1, 2. Although the complaint states that the plaintiffs are lineal descendants of Mary Sappingfield,. deceased, and that she died intestate, we are left to infer that the resulting estate inherited from her continued until the time of the commencement of this suit. *160Passing that, however, the allegation that she died intestate is denied by the answer: No proof was offered by the plaintiff on this issue. On the contrary, the defendant offered in evidence, without objection on the part of plaintiffs, a certified copy of the proceedings of the County Court of Marion County, in the matter of the probate of the will of Mary Sapping-field, deceased, dated March 28, 1906. The petition for that purpose alleges that Mary Sappingfield died on August 26, 1911, in Marion County, State of Oregon, and was at the time of her death a resident and inhabitant of said county and state, and left an estate in that county consisting of personal property of the probable value of not more than $200. It also sets forth the names of certain persons, including the plaintiffs in this suit, and the defendant Charles Sapping-field, giving their names, ages and residences so far as known, and declaring them, to be all the heirs at law of the decedent. The execution of her will is alleged in appropriate terms, and the petition concluded with a prayer for its admission to probate. The County Court is thus shown to have had jurisdiction of the subject matter of that proceeding, under Section 1141, L. O. L., which declares that: “Proof of a will shall be taken by the County Court as follows: (1) When the testator, at or immediately before his death, was an inhabitant of the county, in whatever place he may have died. * * ” A copy of the will with the probative testimony of its execution appears in the record, and on September 20, 1911, the County Court made an order admitting it to probate. The effect of such a decree is thus declared by Section 756, L. O. L.:

“The effect of a judgment, decree, or final order in an action, suit, or proceeding before a court or judge thereof of this state or of the United States, having jurisdiction to pronounce the same is as follows: (1) *161In case of a judgment, decree, or order against a specific thing, or in respect to the probate of a will or the administration of the estate of a deceased person, or in respect to the personal, political, or legal condition or relation of a particular person, the judgment, decree, or order is conclusive upon the title to the thing, the will or administration, or the condition or relation of the person. * * ”
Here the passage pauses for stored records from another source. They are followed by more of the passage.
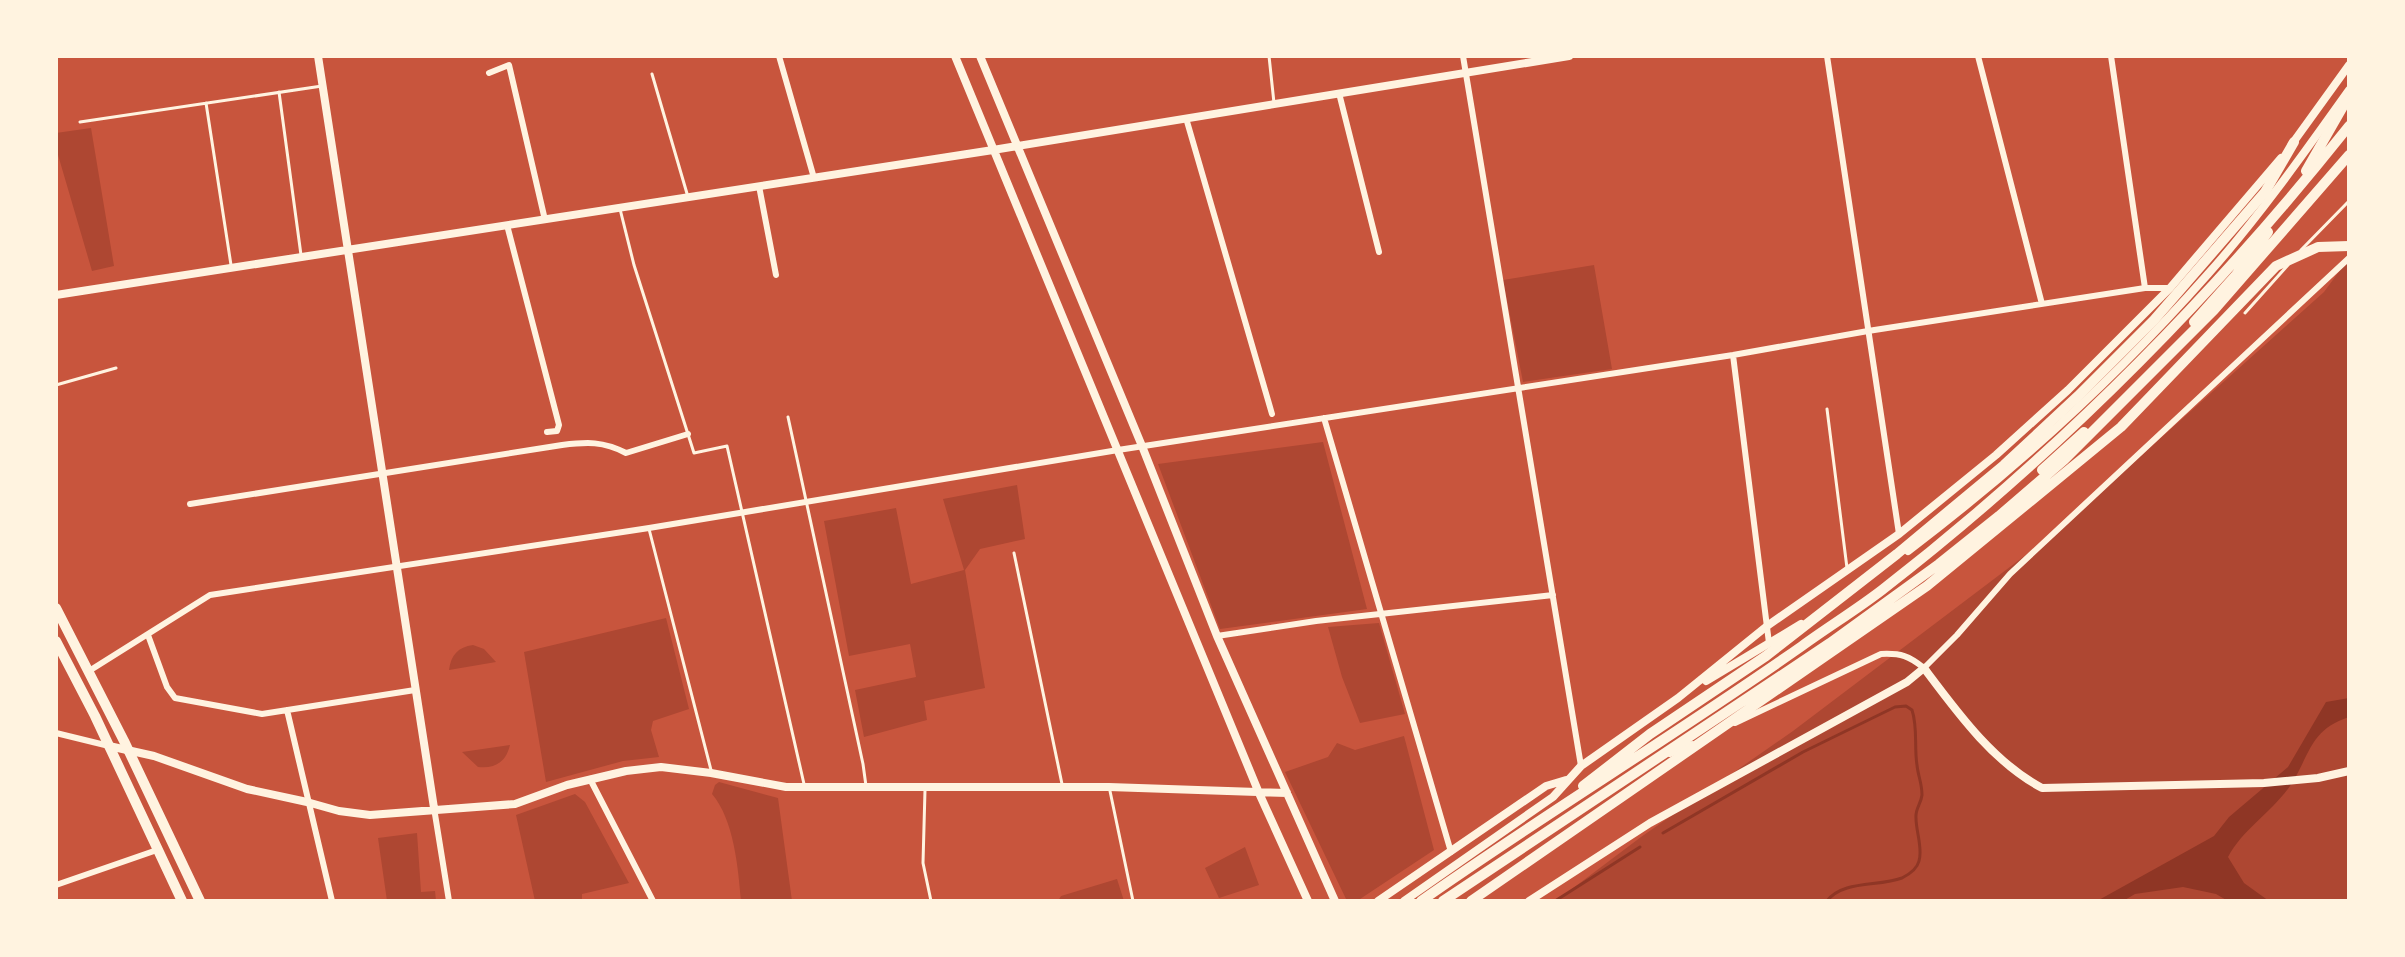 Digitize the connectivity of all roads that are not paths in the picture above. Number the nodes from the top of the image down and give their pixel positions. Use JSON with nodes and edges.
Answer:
{"nodes":[{"id":1,"x":318,"y":56,"type":"edge"},
{"id":2,"x":779,"y":56,"type":"edge"},
{"id":3,"x":955,"y":56,"type":"edge"},
{"id":4,"x":980,"y":56,"type":"edge"},
{"id":5,"x":1269,"y":56,"type":"edge"},
{"id":6,"x":1463,"y":56,"type":"edge"},
{"id":7,"x":1569,"y":56,"type":"edge"},
{"id":8,"x":1827,"y":56,"type":"edge"},
{"id":9,"x":1978,"y":56,"type":"edge"},
{"id":10,"x":2111,"y":56,"type":"edge"},
{"id":11,"x":2349,"y":65,"type":"edge"},
{"id":12,"x":489,"y":73,"type":"dead end"},
{"id":13,"x":1465,"y":73,"type":"junction"},
{"id":14,"x":652,"y":74,"type":"dead end"},
{"id":15,"x":323,"y":86,"type":"junction"},
{"id":16,"x":279,"y":92,"type":"junction"},
{"id":17,"x":1339,"y":93,"type":"junction"},
{"id":18,"x":2349,"y":93,"type":"edge"},
{"id":19,"x":206,"y":103,"type":"junction"},
{"id":20,"x":1274,"y":103,"type":"junction"},
{"id":21,"x":1185,"y":117,"type":"junction"},
{"id":22,"x":80,"y":122,"type":"dead end"},
{"id":23,"x":2349,"y":126,"type":"edge"},
{"id":24,"x":2294,"y":142,"type":"junction"},
{"id":25,"x":1016,"y":144,"type":"junction"},
{"id":26,"x":993,"y":150,"type":"junction"},
{"id":27,"x":2349,"y":155,"type":"edge"},
{"id":28,"x":814,"y":178,"type":"junction"},
{"id":29,"x":759,"y":186,"type":"junction"},
{"id":30,"x":688,"y":197,"type":"junction"},
{"id":31,"x":2349,"y":201,"type":"edge"},
{"id":32,"x":620,"y":208,"type":"junction"},
{"id":33,"x":545,"y":220,"type":"junction"},
{"id":34,"x":507,"y":225,"type":"junction"},
{"id":35,"x":2349,"y":246,"type":"edge"},
{"id":36,"x":348,"y":250,"type":"junction"},
{"id":37,"x":1379,"y":252,"type":"dead end"},
{"id":38,"x":302,"y":258,"type":"junction"},
{"id":39,"x":2349,"y":258,"type":"edge"},
{"id":40,"x":232,"y":268,"type":"junction"},
{"id":41,"x":776,"y":275,"type":"dead end"},
{"id":42,"x":2145,"y":288,"type":"junction"},
{"id":43,"x":2170,"y":288,"type":"junction"},
{"id":44,"x":56,"y":295,"type":"edge"},
{"id":45,"x":2042,"y":304,"type":"junction"},
{"id":46,"x":2245,"y":313,"type":"dead end"},
{"id":47,"x":1868,"y":331,"type":"junction"},
{"id":48,"x":1733,"y":355,"type":"junction"},
{"id":49,"x":116,"y":368,"type":"dead end"},
{"id":50,"x":56,"y":385,"type":"edge"},
{"id":51,"x":1519,"y":387,"type":"junction"},
{"id":52,"x":1827,"y":409,"type":"dead end"},
{"id":53,"x":1272,"y":414,"type":"dead end"},
{"id":54,"x":788,"y":417,"type":"dead end"},
{"id":55,"x":1324,"y":418,"type":"junction"},
{"id":56,"x":547,"y":432,"type":"dead end"},
{"id":57,"x":688,"y":434,"type":"junction"},
{"id":58,"x":1142,"y":446,"type":"junction"},
{"id":59,"x":1118,"y":450,"type":"junction"},
{"id":60,"x":382,"y":473,"type":"junction"},
{"id":61,"x":808,"y":501,"type":"junction"},
{"id":62,"x":190,"y":504,"type":"dead end"},
{"id":63,"x":743,"y":512,"type":"junction"},
{"id":64,"x":649,"y":528,"type":"junction"},
{"id":65,"x":1899,"y":534,"type":"junction"},
{"id":66,"x":1014,"y":553,"type":"dead end"},
{"id":67,"x":396,"y":566,"type":"junction"},
{"id":68,"x":1847,"y":570,"type":"junction"},
{"id":69,"x":1553,"y":595,"type":"junction"},
{"id":70,"x":56,"y":608,"type":"edge"},
{"id":71,"x":1889,"y":613,"type":"junction"},
{"id":72,"x":1383,"y":615,"type":"junction"},
{"id":73,"x":1767,"y":626,"type":"junction"},
{"id":74,"x":148,"y":635,"type":"junction"},
{"id":75,"x":1217,"y":636,"type":"junction"},
{"id":76,"x":56,"y":641,"type":"edge"},
{"id":77,"x":1769,"y":643,"type":"junction"},
{"id":78,"x":1924,"y":668,"type":"junction"},
{"id":79,"x":89,"y":671,"type":"junction"},
{"id":80,"x":415,"y":690,"type":"junction"},
{"id":81,"x":1678,"y":698,"type":"junction"},
{"id":82,"x":287,"y":710,"type":"junction"},
{"id":83,"x":56,"y":733,"type":"edge"},
{"id":84,"x":109,"y":746,"type":"junction"},
{"id":85,"x":129,"y":749,"type":"junction"},
{"id":86,"x":1581,"y":766,"type":"junction"},
{"id":87,"x":2349,"y":771,"type":"edge"},
{"id":88,"x":711,"y":773,"type":"junction"},
{"id":89,"x":590,"y":779,"type":"junction"},
{"id":90,"x":1566,"y":780,"type":"junction"},
{"id":91,"x":866,"y":786,"type":"junction"},
{"id":92,"x":925,"y":786,"type":"junction"},
{"id":93,"x":1062,"y":787,"type":"junction"},
{"id":94,"x":1109,"y":787,"type":"junction"},
{"id":95,"x":805,"y":788,"type":"junction"},
{"id":96,"x":1259,"y":793,"type":"junction"},
{"id":97,"x":1287,"y":793,"type":"junction"},
{"id":98,"x":307,"y":802,"type":"junction"},
{"id":99,"x":434,"y":808,"type":"junction"},
{"id":100,"x":1521,"y":834,"type":"junction"},
{"id":101,"x":157,"y":850,"type":"junction"},
{"id":102,"x":1451,"y":852,"type":"junction"},
{"id":103,"x":56,"y":885,"type":"edge"},
{"id":104,"x":182,"y":901,"type":"edge"},
{"id":105,"x":200,"y":901,"type":"edge"},
{"id":106,"x":332,"y":901,"type":"edge"},
{"id":107,"x":449,"y":901,"type":"edge"},
{"id":108,"x":653,"y":901,"type":"edge"},
{"id":109,"x":931,"y":901,"type":"edge"},
{"id":110,"x":1133,"y":901,"type":"edge"},
{"id":111,"x":1308,"y":901,"type":"edge"},
{"id":112,"x":1335,"y":901,"type":"edge"},
{"id":113,"x":1378,"y":901,"type":"edge"},
{"id":114,"x":1404,"y":901,"type":"edge"},
{"id":115,"x":1421,"y":901,"type":"edge"},
{"id":116,"x":1443,"y":901,"type":"edge"},
{"id":117,"x":1471,"y":901,"type":"edge"},
{"id":118,"x":1529,"y":901,"type":"edge"}],
"edges":[{"from":1,"to":15,"type":"street"},
{"from":2,"to":28,"type":"street"},
{"from":3,"to":26,"type":"street"},
{"from":4,"to":25,"type":"street"},
{"from":5,"to":20,"type":"lane"},
{"from":6,"to":13,"type":"street"},
{"from":7,"to":13,"type":"street"},
{"from":8,"to":47,"type":"street"},
{"from":9,"to":45,"type":"street"},
{"from":10,"to":42,"type":"street"},
{"from":11,"to":24,"type":"street"},
{"from":12,"to":33,"type":"street"},
{"from":13,"to":17,"type":"street"},
{"from":13,"to":51,"type":"street"},
{"from":14,"to":30,"type":"lane"},
{"from":15,"to":16,"type":"lane"},
{"from":15,"to":36,"type":"street"},
{"from":16,"to":19,"type":"lane"},
{"from":16,"to":38,"type":"lane"},
{"from":17,"to":20,"type":"street"},
{"from":17,"to":37,"type":"street"},
{"from":18,"to":71,"type":"main road"},
{"from":18,"to":77,"type":"street"},
{"from":19,"to":22,"type":"lane"},
{"from":19,"to":40,"type":"lane"},
{"from":20,"to":21,"type":"street"},
{"from":21,"to":25,"type":"street"},
{"from":21,"to":53,"type":"street"},
{"from":23,"to":100,"type":"main road"},
{"from":24,"to":43,"type":"street"},
{"from":24,"to":100,"type":"main road"},
{"from":25,"to":26,"type":"street"},
{"from":25,"to":58,"type":"street"},
{"from":26,"to":28,"type":"street"},
{"from":26,"to":59,"type":"street"},
{"from":27,"to":116,"type":"main road"},
{"from":28,"to":29,"type":"street"},
{"from":29,"to":30,"type":"street"},
{"from":29,"to":41,"type":"street"},
{"from":30,"to":32,"type":"street"},
{"from":31,"to":46,"type":"lane"},
{"from":32,"to":33,"type":"street"},
{"from":32,"to":57,"type":"lane"},
{"from":33,"to":34,"type":"street"},
{"from":34,"to":36,"type":"street"},
{"from":34,"to":56,"type":"street"},
{"from":35,"to":71,"type":"main road"},
{"from":36,"to":38,"type":"street"},
{"from":36,"to":60,"type":"street"},
{"from":38,"to":40,"type":"street"},
{"from":39,"to":78,"type":"street"},
{"from":40,"to":44,"type":"street"},
{"from":42,"to":43,"type":"street"},
{"from":42,"to":45,"type":"street"},
{"from":43,"to":65,"type":"street"},
{"from":45,"to":47,"type":"street"},
{"from":47,"to":48,"type":"street"},
{"from":47,"to":65,"type":"street"},
{"from":48,"to":51,"type":"street"},
{"from":48,"to":73,"type":"street"},
{"from":49,"to":50,"type":"lane"},
{"from":51,"to":55,"type":"street"},
{"from":51,"to":69,"type":"street"},
{"from":52,"to":68,"type":"lane"},
{"from":54,"to":61,"type":"lane"},
{"from":55,"to":58,"type":"street"},
{"from":55,"to":72,"type":"street"},
{"from":57,"to":60,"type":"street"},
{"from":57,"to":63,"type":"lane"},
{"from":58,"to":59,"type":"street"},
{"from":58,"to":75,"type":"street"},
{"from":59,"to":61,"type":"street"},
{"from":59,"to":96,"type":"street"},
{"from":60,"to":62,"type":"street"},
{"from":60,"to":67,"type":"street"},
{"from":61,"to":63,"type":"street"},
{"from":61,"to":91,"type":"lane"},
{"from":63,"to":64,"type":"street"},
{"from":63,"to":95,"type":"lane"},
{"from":64,"to":67,"type":"street"},
{"from":64,"to":88,"type":"lane"},
{"from":65,"to":68,"type":"street"},
{"from":66,"to":93,"type":"lane"},
{"from":67,"to":74,"type":"street"},
{"from":67,"to":80,"type":"street"},
{"from":68,"to":73,"type":"street"},
{"from":69,"to":72,"type":"street"},
{"from":69,"to":86,"type":"street"},
{"from":70,"to":79,"type":"main road"},
{"from":71,"to":117,"type":"main road"},
{"from":72,"to":75,"type":"street"},
{"from":72,"to":102,"type":"street"},
{"from":73,"to":77,"type":"street"},
{"from":73,"to":81,"type":"street"},
{"from":74,"to":79,"type":"street"},
{"from":74,"to":82,"type":"street"},
{"from":75,"to":97,"type":"street"},
{"from":76,"to":84,"type":"main road"},
{"from":77,"to":81,"type":"street"},
{"from":78,"to":87,"type":"street"},
{"from":78,"to":90,"type":"street"},
{"from":78,"to":118,"type":"street"},
{"from":79,"to":85,"type":"main road"},
{"from":80,"to":82,"type":"street"},
{"from":80,"to":99,"type":"street"},
{"from":81,"to":86,"type":"street"},
{"from":82,"to":98,"type":"street"},
{"from":83,"to":84,"type":"street"},
{"from":84,"to":85,"type":"street"},
{"from":84,"to":101,"type":"main road"},
{"from":85,"to":98,"type":"street"},
{"from":85,"to":105,"type":"main road"},
{"from":86,"to":90,"type":"street"},
{"from":88,"to":89,"type":"street"},
{"from":88,"to":95,"type":"street"},
{"from":89,"to":99,"type":"street"},
{"from":89,"to":108,"type":"street"},
{"from":90,"to":102,"type":"street"},
{"from":90,"to":114,"type":"street"},
{"from":91,"to":92,"type":"street"},
{"from":91,"to":95,"type":"street"},
{"from":92,"to":93,"type":"street"},
{"from":92,"to":109,"type":"lane"},
{"from":93,"to":94,"type":"street"},
{"from":94,"to":96,"type":"street"},
{"from":94,"to":110,"type":"lane"},
{"from":96,"to":97,"type":"street"},
{"from":96,"to":111,"type":"street"},
{"from":97,"to":112,"type":"street"},
{"from":98,"to":99,"type":"street"},
{"from":98,"to":106,"type":"street"},
{"from":99,"to":107,"type":"street"},
{"from":100,"to":115,"type":"main road"},
{"from":101,"to":103,"type":"street"},
{"from":101,"to":104,"type":"main road"},
{"from":102,"to":113,"type":"street"}]} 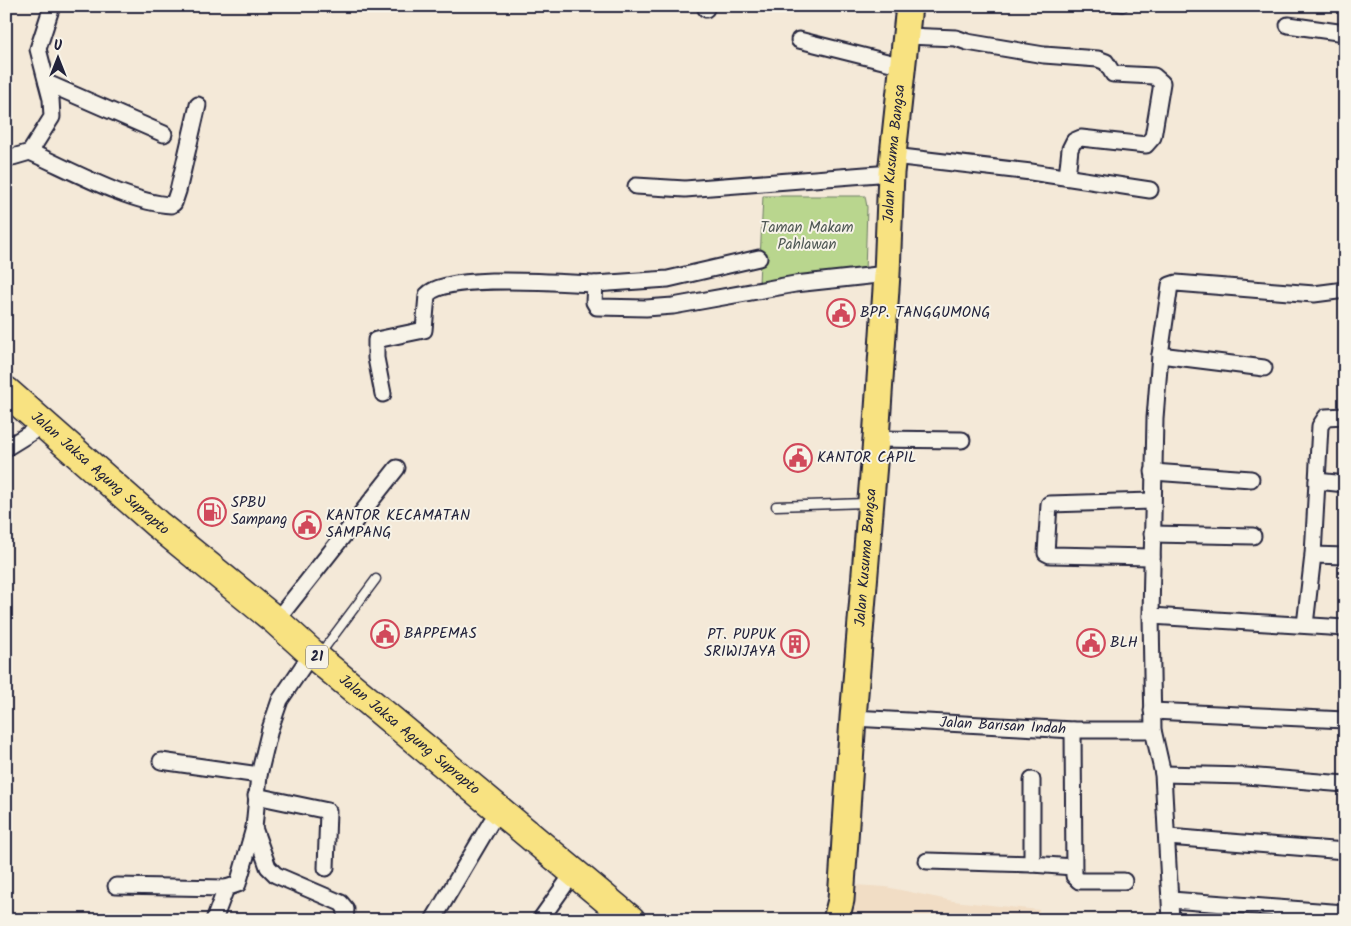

This decree rendered by the County Court, in a matter over which it had general jurisdiction, under Article VII, Section 12 of the Constitution, conferring probate jurisdiction upon County Courts, and which has not yet been disturbed by legislation under the authority of the amendment to that article of the fundamental law, is conclusive as to the effect of the will in question.

Turning now to the terms of that document, we find that, after bequeathing to each of the plaintiffs in this suit the sum of one dollar it contained this provision: “Third: Having heretofore made and delivered unto my son, Charles Sappingfield, a deed to my donation land claim excepting my life estate therein, and it being my desire that he should have all of my property after my death not heretofore conveyed to him, I hereby give, bequeath and devise unto my said son Charles Sappingfield all the residue and remainder of my property of whatsoever kind and wheresoever found, and I hereby revoke expressly and declare null and void all wills heretofore by me made.” This instrument, thus authenticated and sanctioned by the decree of a court of competent general jurisdiction, conclusively shows not only that the title to the realty involved is not in the plaintiffs, but, on the other hand, is vested in the defendant Charles Sappingfield. If the deed, by reason of anything alleged in the complaint, was void, so that the property there described did not pass *162from Mary Sappingfield, the subsequent devise to Charles of “all the residue and remainder of my property of whatsoever kind and wheresoever found” would invest him with the title to the land in dispute. If nothing else were shown, this must necessarily result in a decree in favor of the defendant dismissing this suit, for no stranger to the title can maintain a suit to remove a cloud from it or quiet it. The complaint itself traced the property to the decedent by virtue of a decree of the Circuit Court affirmed by this court in Sappingfield v. King, 49 Or. 102 (89 Pac. 142, 90 Pac. 150, 8 L. R. A. (N. S.) 1066). The record shows not only the execution of the deed, but its subsequent ratification by the will of the decedent. The probate of the will and its resultant estate are absolutely unassailable in this collateral proceeding. The authorities are reviewed by Mr. Justice Eakin in Mansfield v. Hill, 56 Or. 400 (107 Pac. 471, 108 Pac. 1007).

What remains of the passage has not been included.